Large Arrays and GC
Sivo Schilling
sivo.schilling at web.de
Thu May 8 03:00:34 PDT 2008
This bug also occurs using DMD 1.029. It seems one have to help phobos
gc for such cases (intended as a workaround). If you excplicitly deletes your large array than there's no error.
---
import std.stdio, std.gc;
void main()
{
char[] buf;
uint[] stuff;
uint count=0;
while(true && count < 100)
{
testa(stuff);
// fullCollect();
delete stuff;
writefln(++count);
}
readln(stdin, buf);
}
void testa(ref uint[] stuff)
{
stuff=new uint[15_000_000];
// improve execution speed
std.gc.hasNoPointers(cast(void*)stuff);
}
---
This works with DMD 1.029 and DMD 2.013 and phobos (using Wiin XP SP3, 4 GB RAM).
dsimcha Wrote:
> After further testing, I've found an exact threshold for this bug.

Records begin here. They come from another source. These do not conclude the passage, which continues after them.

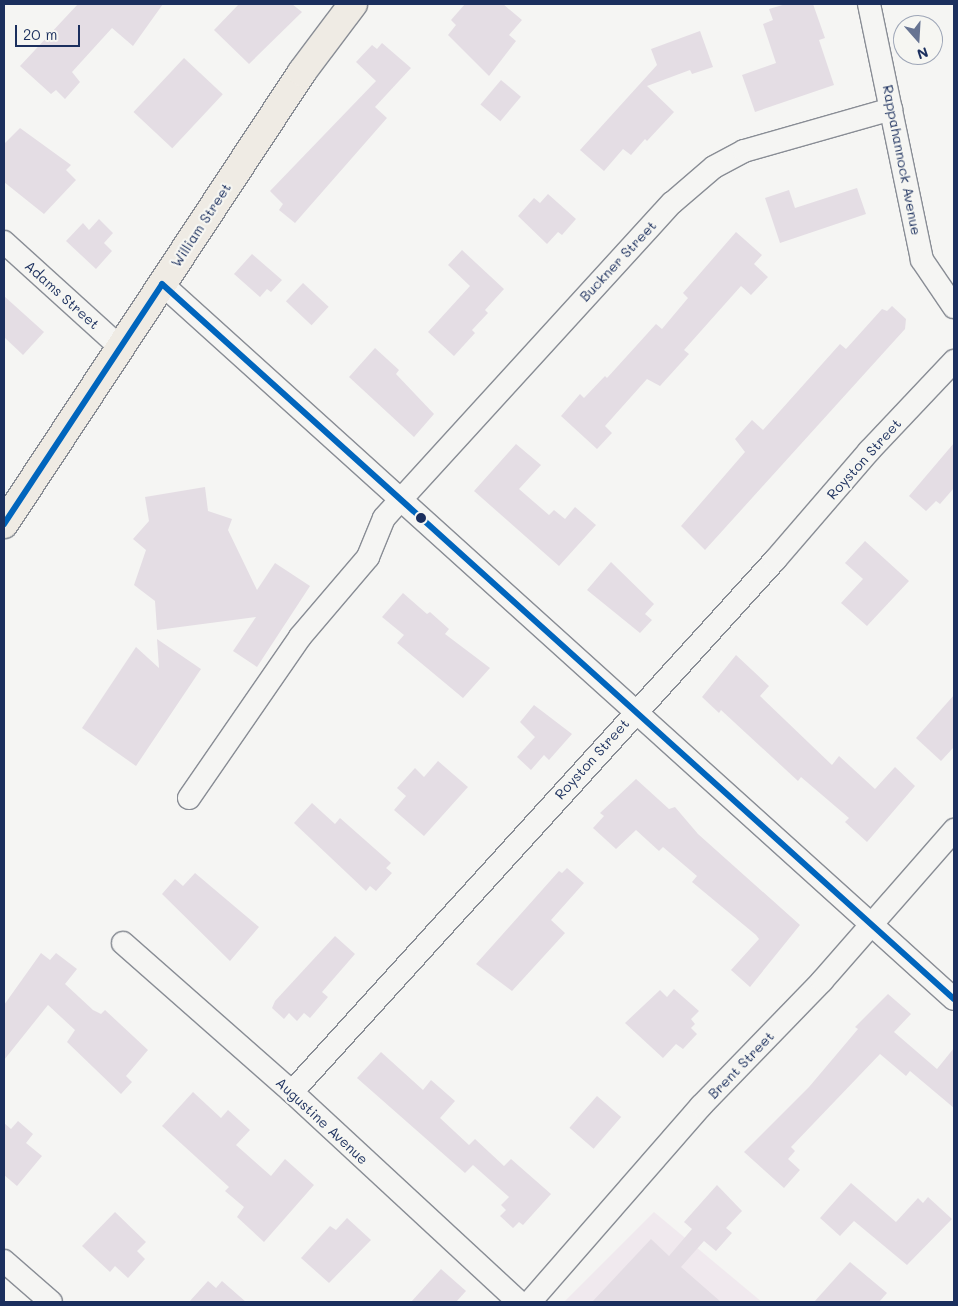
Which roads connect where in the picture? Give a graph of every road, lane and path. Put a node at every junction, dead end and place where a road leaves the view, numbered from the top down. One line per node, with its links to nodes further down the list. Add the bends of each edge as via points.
1 (353, 4): 5 (main road, William Street, via 302,72)
2 (869, 4): 3 (street, Rappahannock Avenue)
3 (891, 109): 6 (street, Rappahannock Avenue, via 922,260); 9 (street, Buckner Street, via 744,151 687,188 469,429)
4 (4, 242): 7 (street, Adams Street)
5 (162, 284): 7 (main road, William Street); 9 (street)
6 (954, 307)
7 (120, 347): 10 (main road, William Street)
8 (954, 361): 11 (street, Royston Street)
9 (401, 499): 11 (street); 12 (street, Buckner Street, via 384,518 368,557 300,637)
10 (4, 524)
11 (636, 711): 14 (street); 17 (street, Royston Street)
12 (189, 798)
13 (954, 830): 14 (street, Brent Street)
14 (872, 924): 16 (street); 21 (street, Brent Street, via 822,981 701,1106)
15 (123, 943): 17 (street, Augustine Avenue)
16 (954, 999)
17 (292, 1092): 20 (street, Augustine Avenue)
18 (4, 1261): 19 (street)
19 (51, 1302)
20 (519, 1302)
21 (530, 1302)

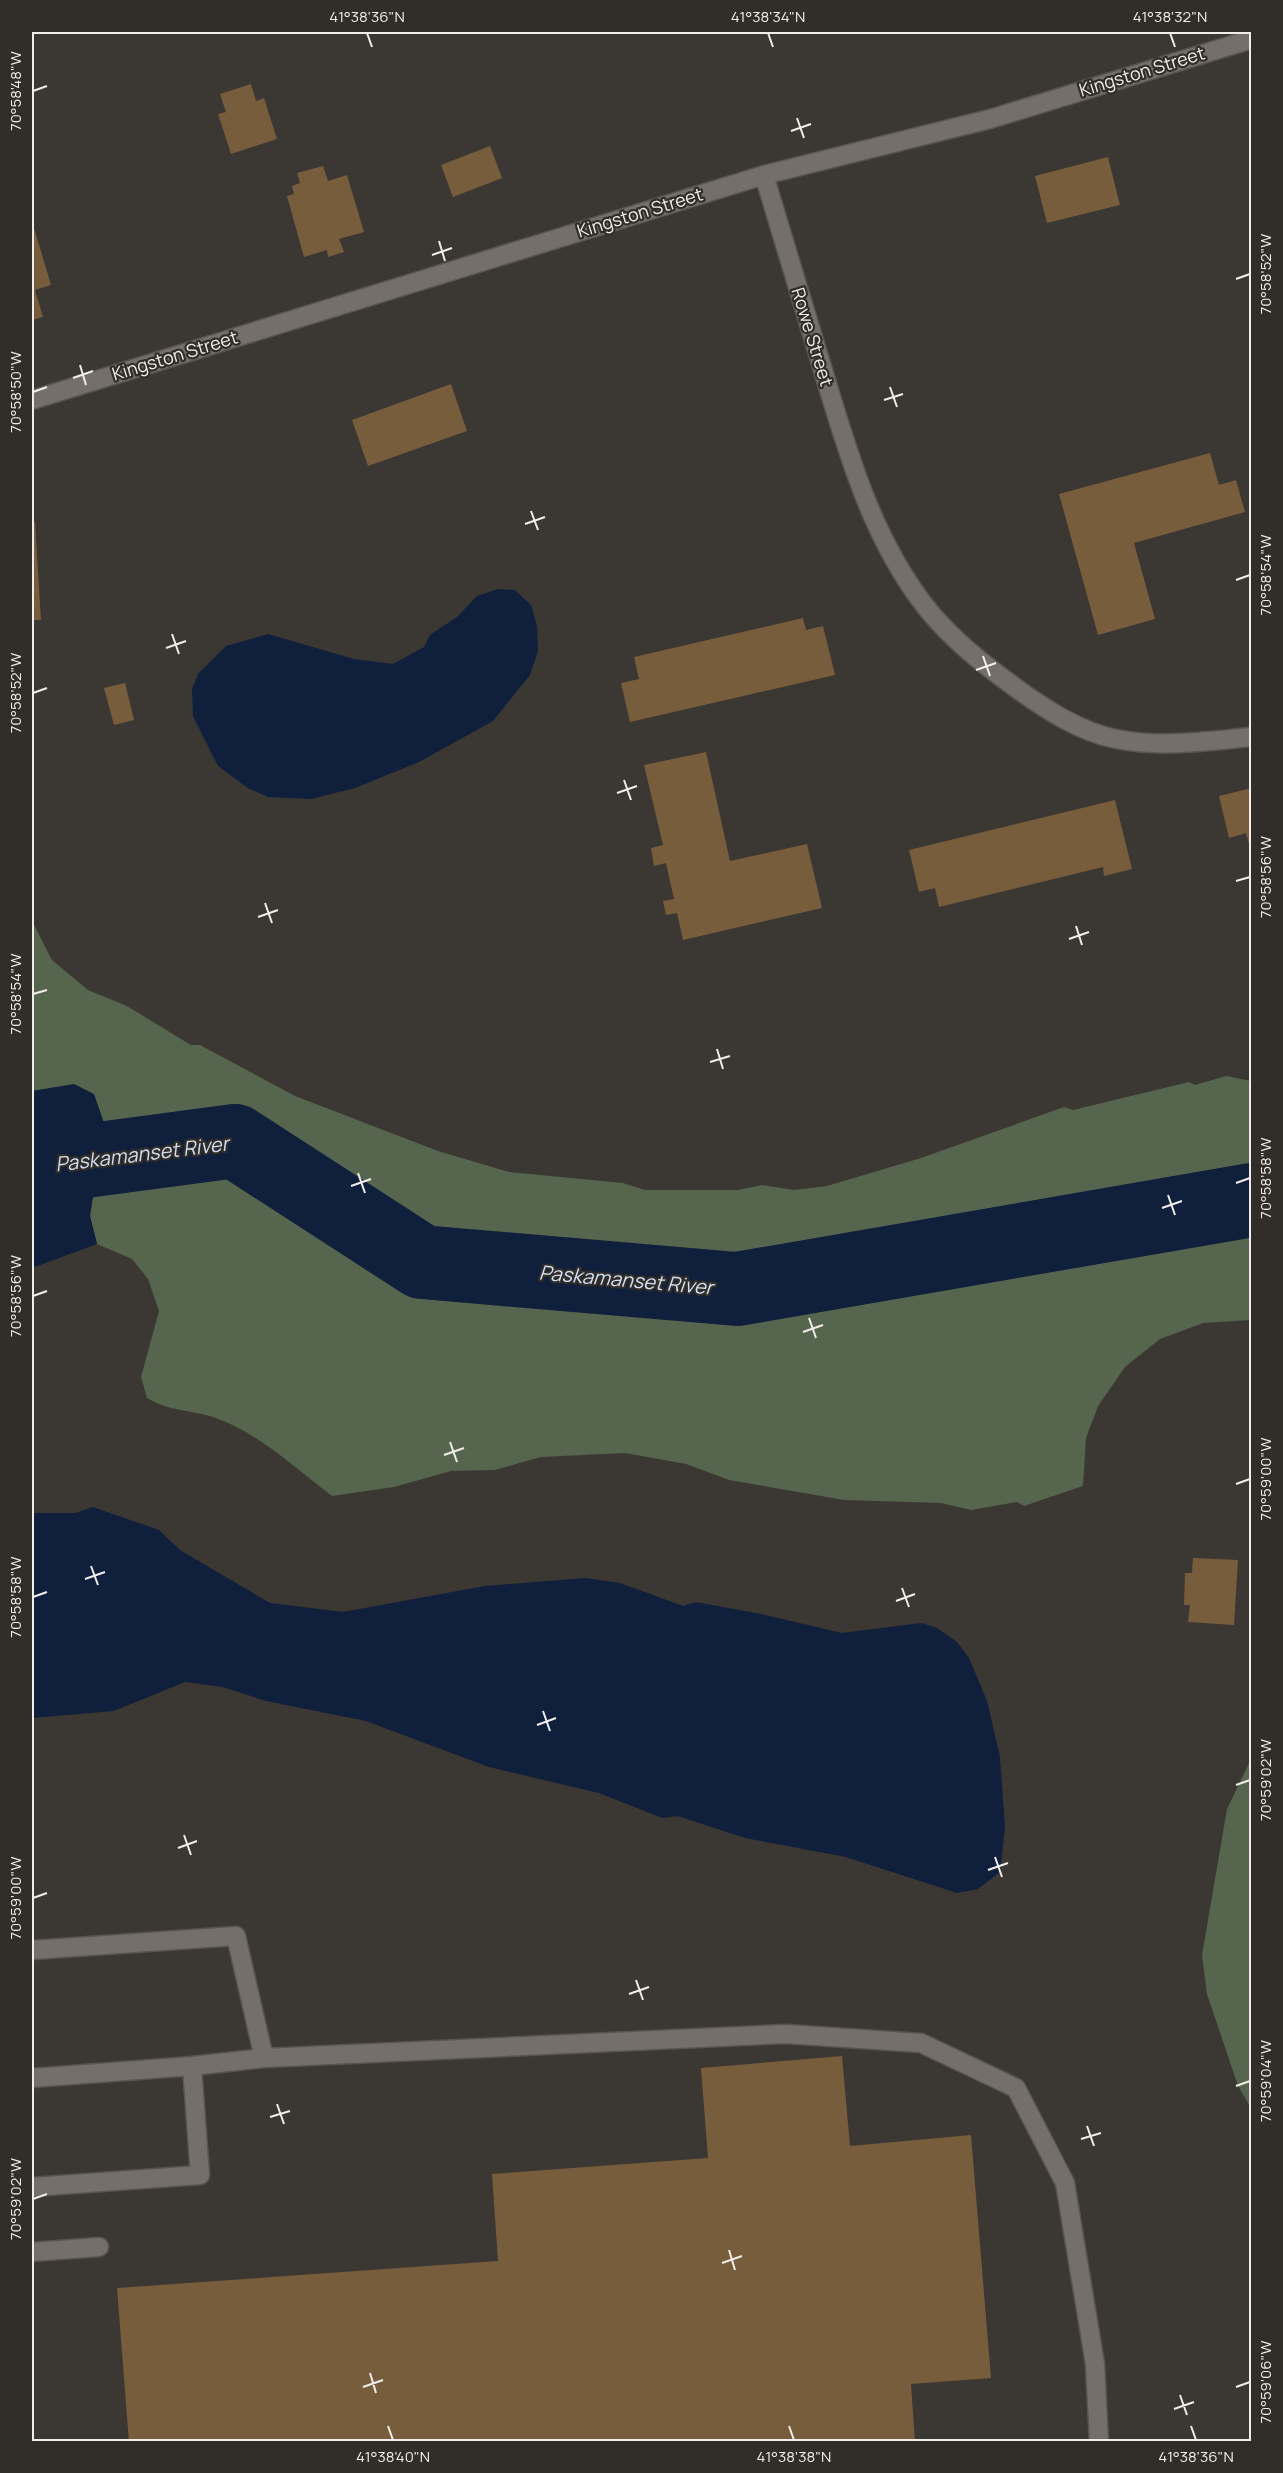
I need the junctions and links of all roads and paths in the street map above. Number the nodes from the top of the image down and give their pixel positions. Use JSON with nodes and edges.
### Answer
{"nodes":[{"id":1,"x":1251,"y":39,"type":"edge"},
{"id":2,"x":764,"y":175,"type":"junction"},
{"id":3,"x":32,"y":400,"type":"edge"},
{"id":4,"x":1251,"y":737,"type":"edge"},
{"id":5,"x":32,"y":1950,"type":"edge"},
{"id":6,"x":264,"y":2058,"type":"junction"},
{"id":7,"x":192,"y":2066,"type":"junction"},
{"id":8,"x":32,"y":2078,"type":"edge"},
{"id":9,"x":32,"y":2187,"type":"edge"},
{"id":10,"x":99,"y":2247,"type":"dead end"},
{"id":11,"x":32,"y":2252,"type":"edge"},
{"id":12,"x":1099,"y":2442,"type":"edge"}],
"edges":[{"from":1,"to":2,"type":"street","name":"Kingston Street"},
{"from":2,"to":3,"type":"street","name":"Kingston Street"},
{"from":2,"to":4,"type":"street","name":"Rowe Street"},
{"from":5,"to":6,"type":"street"},
{"from":6,"to":7,"type":"street"},
{"from":6,"to":12,"type":"street"},
{"from":7,"to":8,"type":"street"},
{"from":7,"to":9,"type":"street"},
{"from":10,"to":11,"type":"street"}]}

When an array
> of uints gets to 48_693_248 bytes (12_173_312 elements) this problem occurs, after
> 26 iterations at the threshold, or less for larger arrays. Anything below that,
> even one element smaller, and memory usage is stable over at least hundreds of
> iterations. It appears that the number of bytes is the key, since a ulong[] will
> allow the same number of bytes (1/2 the elements) before causing problems, and a
> ushort[] will allow twice as many elements (same number of bytes) without
> crashing. Furthermore, using equivalent sized floats instead of ints (float
> instead of uint, double instead of ulong) or using signed ints, has no effect.
>
> == Quote from dsimcha (dsimcha at yahoo.com)'s article
> > Because of some difficulties encountered using D for large arrays (See previous
> > posts about array capacity fields), I produced the following test case that seems
> > to be a reproducible bug in D 2.0.13. The following program keeps allocating a
> > huge array in a function and then letting all references to this array go out of
> > scope. This should result in the array being freed as soon as more memory is
> needed.
> > import std.stdio, std.gc;
> > void main(){
> > uint count=0;
> > while(true) {
> > test();
> > fullCollect();
> > writefln(++count);
> > }
> > }
> > void test() {
> > uint[] stuff=new uint[15_000_000];
> > }
> > This produced an out of memory error after 21 iterations on my machine w/ 2 GB of
> > RAM. Using an array size of 10_000_000 instead of 15_000_000, its memory usage
> > stabilized at 350 megs, which seems rather large since a uint[10_000_000] should
> > only use 40 megs, plus maybe another 40 for overhead. Furthermore, it takes
> > several iterations for the memory usage to reach this level. Using a larger array
> > size, such as 100_000_000, made this test run out of memory after even fewer
> > iterations. Furthermore, changing from a uint[] to real[] with a size of
> > 15_000_000 made it run out after 8 iterations instead of 21.